The oven had been twelve feet in diameter. Hampton James, the bar’s owner, cut the bricks down to waist level and installed a circular mahogany bar around the inside. On busy days he had as many as four bartenders working back to back, serving the colored employees of the railroads.

O’Brien’s was the place that colored train professionals patronized. All porters, waiters, restroom attendants, and redcaps went there when the shift was finished or when a layover began. There were a dozen cots in a back room where, for three bucks, a porter could get a nap before heading off on the next outbound train.

There were no windows in the walls but the roof was one big skylight, and so the room was exceptionally sunny. Hampton used the exhaust fans left over from the bakery to keep the place at a reasonable temperature. And he had a red piano on a wide dais for one jazzman or another to keep the mood cool.
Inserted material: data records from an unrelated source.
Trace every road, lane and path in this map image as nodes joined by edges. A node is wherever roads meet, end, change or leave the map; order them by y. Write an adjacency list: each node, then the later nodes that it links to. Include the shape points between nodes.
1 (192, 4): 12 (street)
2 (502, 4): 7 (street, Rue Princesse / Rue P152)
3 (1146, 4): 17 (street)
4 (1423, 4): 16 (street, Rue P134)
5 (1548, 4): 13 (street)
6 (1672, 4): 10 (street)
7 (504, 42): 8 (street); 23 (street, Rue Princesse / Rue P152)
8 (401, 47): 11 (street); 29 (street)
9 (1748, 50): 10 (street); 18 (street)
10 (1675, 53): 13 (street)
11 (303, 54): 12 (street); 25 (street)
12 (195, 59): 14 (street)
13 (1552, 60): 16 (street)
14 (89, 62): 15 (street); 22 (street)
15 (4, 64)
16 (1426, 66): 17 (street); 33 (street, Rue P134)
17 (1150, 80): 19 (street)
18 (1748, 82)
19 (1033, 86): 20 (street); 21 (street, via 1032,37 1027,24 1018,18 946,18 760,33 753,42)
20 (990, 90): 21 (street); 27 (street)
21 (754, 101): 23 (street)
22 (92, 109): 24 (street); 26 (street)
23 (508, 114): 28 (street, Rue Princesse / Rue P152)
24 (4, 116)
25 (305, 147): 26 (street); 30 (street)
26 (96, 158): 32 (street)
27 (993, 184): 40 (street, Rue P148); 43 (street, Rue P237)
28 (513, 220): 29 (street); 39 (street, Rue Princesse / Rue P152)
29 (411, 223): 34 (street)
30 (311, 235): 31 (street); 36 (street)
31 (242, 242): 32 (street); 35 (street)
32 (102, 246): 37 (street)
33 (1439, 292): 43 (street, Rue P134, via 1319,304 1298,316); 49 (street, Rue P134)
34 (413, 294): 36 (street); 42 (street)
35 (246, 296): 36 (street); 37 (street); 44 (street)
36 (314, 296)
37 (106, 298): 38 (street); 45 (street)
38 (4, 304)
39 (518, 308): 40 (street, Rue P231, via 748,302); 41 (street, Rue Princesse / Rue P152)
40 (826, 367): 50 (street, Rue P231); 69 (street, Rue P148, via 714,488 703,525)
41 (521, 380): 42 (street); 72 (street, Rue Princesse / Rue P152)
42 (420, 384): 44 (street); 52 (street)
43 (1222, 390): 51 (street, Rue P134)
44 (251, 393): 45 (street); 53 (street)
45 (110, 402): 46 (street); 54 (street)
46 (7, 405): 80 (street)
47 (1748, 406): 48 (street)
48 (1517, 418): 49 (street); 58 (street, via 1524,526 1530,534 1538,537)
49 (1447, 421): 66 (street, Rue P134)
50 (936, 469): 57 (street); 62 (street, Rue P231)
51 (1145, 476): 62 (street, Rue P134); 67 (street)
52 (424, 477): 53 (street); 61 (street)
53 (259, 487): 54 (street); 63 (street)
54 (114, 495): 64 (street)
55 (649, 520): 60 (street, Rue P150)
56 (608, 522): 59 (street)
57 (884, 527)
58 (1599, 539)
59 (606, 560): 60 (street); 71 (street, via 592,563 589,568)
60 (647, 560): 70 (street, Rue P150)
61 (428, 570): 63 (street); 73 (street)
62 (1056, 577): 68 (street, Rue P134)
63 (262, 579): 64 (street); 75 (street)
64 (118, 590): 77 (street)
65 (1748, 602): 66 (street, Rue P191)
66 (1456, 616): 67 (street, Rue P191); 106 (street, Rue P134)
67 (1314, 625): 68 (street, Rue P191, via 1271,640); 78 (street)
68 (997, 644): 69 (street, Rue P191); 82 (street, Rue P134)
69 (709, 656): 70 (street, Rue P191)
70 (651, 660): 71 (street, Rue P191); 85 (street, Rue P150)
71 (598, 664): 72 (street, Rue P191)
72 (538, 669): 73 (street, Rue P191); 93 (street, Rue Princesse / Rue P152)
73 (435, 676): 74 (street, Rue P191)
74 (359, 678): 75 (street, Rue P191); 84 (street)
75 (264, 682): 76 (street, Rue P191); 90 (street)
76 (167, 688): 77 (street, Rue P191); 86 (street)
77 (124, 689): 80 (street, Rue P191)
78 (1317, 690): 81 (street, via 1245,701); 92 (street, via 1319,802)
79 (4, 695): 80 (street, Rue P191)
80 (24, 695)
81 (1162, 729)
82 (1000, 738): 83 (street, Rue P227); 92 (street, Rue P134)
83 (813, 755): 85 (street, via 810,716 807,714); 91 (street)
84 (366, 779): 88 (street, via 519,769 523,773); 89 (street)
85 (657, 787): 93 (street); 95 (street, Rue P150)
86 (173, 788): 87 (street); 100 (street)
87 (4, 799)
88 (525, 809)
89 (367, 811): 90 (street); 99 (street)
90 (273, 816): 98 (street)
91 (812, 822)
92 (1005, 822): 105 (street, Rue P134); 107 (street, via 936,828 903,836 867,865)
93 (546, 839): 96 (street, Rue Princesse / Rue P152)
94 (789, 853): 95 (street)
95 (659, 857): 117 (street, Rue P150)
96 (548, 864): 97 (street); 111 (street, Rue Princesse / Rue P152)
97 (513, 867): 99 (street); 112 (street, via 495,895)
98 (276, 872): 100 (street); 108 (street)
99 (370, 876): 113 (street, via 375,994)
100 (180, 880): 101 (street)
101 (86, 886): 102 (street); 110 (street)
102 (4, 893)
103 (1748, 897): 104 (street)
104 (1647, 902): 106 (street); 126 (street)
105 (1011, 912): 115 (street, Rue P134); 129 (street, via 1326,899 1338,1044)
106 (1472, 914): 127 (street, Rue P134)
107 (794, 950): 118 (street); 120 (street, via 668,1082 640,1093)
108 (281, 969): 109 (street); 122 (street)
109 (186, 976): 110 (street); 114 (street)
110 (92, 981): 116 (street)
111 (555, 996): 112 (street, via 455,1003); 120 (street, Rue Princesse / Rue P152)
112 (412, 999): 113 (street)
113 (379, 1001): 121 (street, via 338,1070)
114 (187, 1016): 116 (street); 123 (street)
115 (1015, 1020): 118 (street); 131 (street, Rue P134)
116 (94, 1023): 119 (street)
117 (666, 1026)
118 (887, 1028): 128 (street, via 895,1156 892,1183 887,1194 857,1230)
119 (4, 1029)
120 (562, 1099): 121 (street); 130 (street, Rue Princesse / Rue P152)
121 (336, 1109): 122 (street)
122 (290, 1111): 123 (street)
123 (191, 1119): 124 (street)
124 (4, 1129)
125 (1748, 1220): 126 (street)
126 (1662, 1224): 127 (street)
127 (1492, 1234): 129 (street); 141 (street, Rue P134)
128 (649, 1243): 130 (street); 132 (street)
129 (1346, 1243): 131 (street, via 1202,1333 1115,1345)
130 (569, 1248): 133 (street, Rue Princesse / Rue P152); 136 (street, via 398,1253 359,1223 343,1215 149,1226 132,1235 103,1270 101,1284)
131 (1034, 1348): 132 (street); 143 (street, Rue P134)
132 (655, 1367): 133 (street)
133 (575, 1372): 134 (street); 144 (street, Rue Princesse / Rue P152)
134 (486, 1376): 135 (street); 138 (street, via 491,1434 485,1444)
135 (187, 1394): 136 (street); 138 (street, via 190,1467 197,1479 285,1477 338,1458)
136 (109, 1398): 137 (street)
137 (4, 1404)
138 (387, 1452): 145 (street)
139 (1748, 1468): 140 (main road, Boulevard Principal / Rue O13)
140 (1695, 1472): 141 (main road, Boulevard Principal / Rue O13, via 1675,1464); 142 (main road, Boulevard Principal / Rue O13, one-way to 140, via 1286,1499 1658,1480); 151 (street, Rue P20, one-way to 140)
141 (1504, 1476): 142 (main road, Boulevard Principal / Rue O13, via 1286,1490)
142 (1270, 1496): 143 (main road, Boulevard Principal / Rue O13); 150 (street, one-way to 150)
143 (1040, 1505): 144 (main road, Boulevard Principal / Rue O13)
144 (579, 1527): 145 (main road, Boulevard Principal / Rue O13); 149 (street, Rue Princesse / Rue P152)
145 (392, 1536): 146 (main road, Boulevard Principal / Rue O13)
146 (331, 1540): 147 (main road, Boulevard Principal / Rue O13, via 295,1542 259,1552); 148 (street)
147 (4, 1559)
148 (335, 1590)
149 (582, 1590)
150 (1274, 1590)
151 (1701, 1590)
Hampton was the only bartender working at that time of morning. A solitary customer sat at the bar. That patron was dressed in a porter’s uniform, drinking coffee.

“Hampton,” I said as Fearless and I approached.

He winced, straining to find my name, and then said, “Paris, right?”

“Yeah.”

“What you boys drinkin’?”

“That coffee smells good.”

If it had been later Hampton would have told us to go to a diner. But he was just getting warmed up at eight-thirty. We could have ordered ice water and he wouldn’t have cared.

“Regular?” he asked.

Regular in California meant sugar and milk, so I said, “Black.”